View Single Post
  #23   Report Post  
Paul Stamler
 
Posts: n/a
Default


"Ricky W. Hunt" wrote in message
news:JF1ed.285798$MQ5.15254@attbi_s52...
"Ben Bradley" wrote in message
...

I heard a famous slide player (can't remember who at the moment) talk

about
how slide came about. He said the only guitars most of the guys in the

poor
neighborhoods could get were of such poor quality and bad action that you
could literally not press down the strings in some places and the slide

was
simply a mechanical device to overcome that. That certainly sounds

plausible
if you've ever played a cheap guitar.


It is. Another plausible possibility: in the early 20th century there was
something of a craze for Hawaiian music on the US mainland, including
Hawaiian slide guitar (played with the guitar on the lap and a heavy steel
in the left hand). Hawaiian troupes toured, and may have been seen by early
blues guitarists.

On the third hand, apparently blues guitarists were playing slide-style
guitars using the blade of a knife for fretting before the Hawaiian music
craze, so the latter may have reinforced an already-present idea.

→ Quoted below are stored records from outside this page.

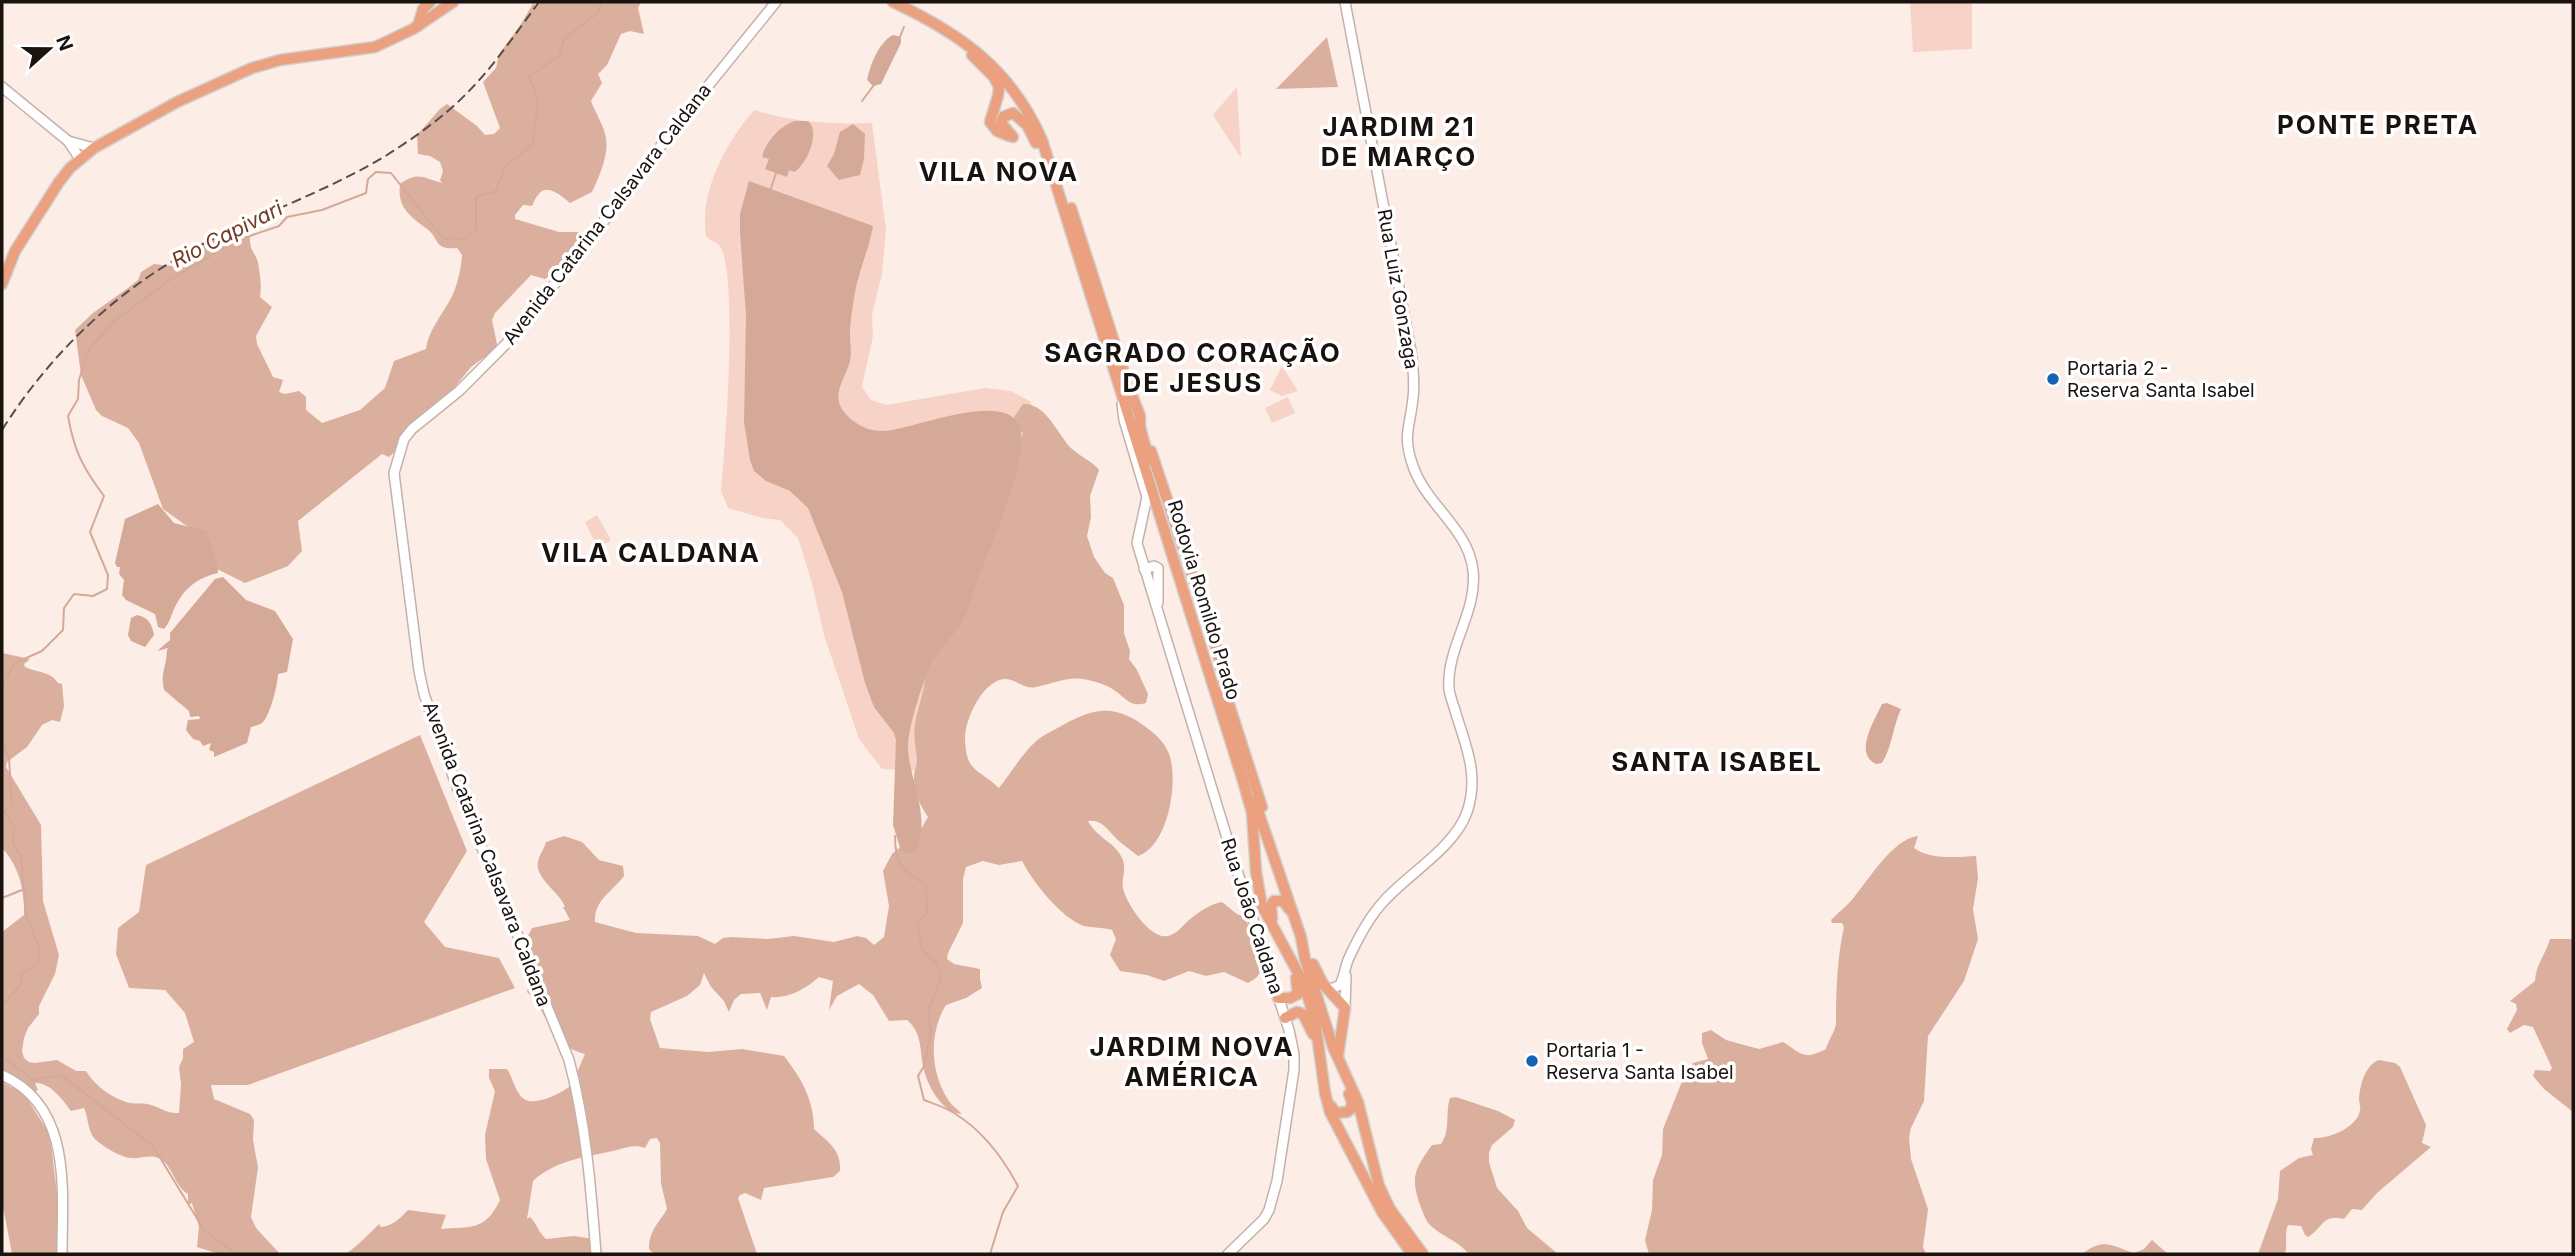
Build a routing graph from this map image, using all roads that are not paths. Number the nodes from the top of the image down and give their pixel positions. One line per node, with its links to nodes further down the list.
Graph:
1 (776, 2): 28 (street, Avenida Catarina Calsavara Caldana)
2 (893, 2): 9 (main road, Rodovia Romildo Prado)
3 (907, 2): 17 (main road, Rodovia Romildo Prado)
4 (1345, 2): 19 (street, Rua Luiz Gonzaga)
5 (449, 4): 7 (main road)
6 (427, 6): 7 (main road); 8 (main road)
7 (433, 17): 8 (main road)
8 (418, 26): 12 (main road)
9 (945, 28): 14 (main road, Rodovia Romildo Prado); 14 (main road)
10 (2, 87): 11 (street)
11 (68, 141): 12 (street); 13 (street)
12 (94, 148): 13 (main road)
13 (80, 159): 15 (main road)
14 (1066, 215): 16 (main road, Rodovia Romildo Prado)
15 (2, 284)
16 (1120, 388): 18 (main road, Rodovia Romildo Prado); 21 (street, Rua João Caldana)
17 (1304, 939): 18 (main road); 20 (main road); 24 (main road, Rodovia Romildo Prado)
18 (1293, 962): 21 (main road); 26 (main road, Rodovia Romildo Prado)
19 (1345, 970): 20 (street, Rua Luiz Gonzaga); 22 (street, Rua Luiz Gonzaga)
20 (1329, 990): 22 (main road)
21 (1278, 998): 23 (street, Rua João Caldana)
22 (1345, 1008): 24 (main road)
23 (1285, 1018): 26 (main road); 29 (street, Rua João Caldana)
24 (1338, 1056): 26 (main road); 31 (main road, Rodovia Romildo Prado)
25 (2, 1075): 27 (street)
26 (1324, 1086): 30 (main road, Rodovia Romildo Prado)
27 (62, 1254)
28 (596, 1254)
29 (1228, 1254)
30 (1412, 1254)
31 (1423, 1254)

On the fourth hand, a lot of musicologists trace slide-style playing back to
African stringed instruments and their playing styles. A lot of
African-American blues players got their start playing a "diddley-bow", a
single string (often a piece of fence wire) nailed to the side of a building
with two pieces of sharp-edged wood wedged in as bridges, played with
something that served as a slide, be it a knife-blade, a bottle neck, a
medicine bottle or a deep socket from Sears. It was also called a
"bow-diddley", and now you know where *his* name came from. Confusingly, a
"bow-diddley" sometimes also referred to a mouth-bow.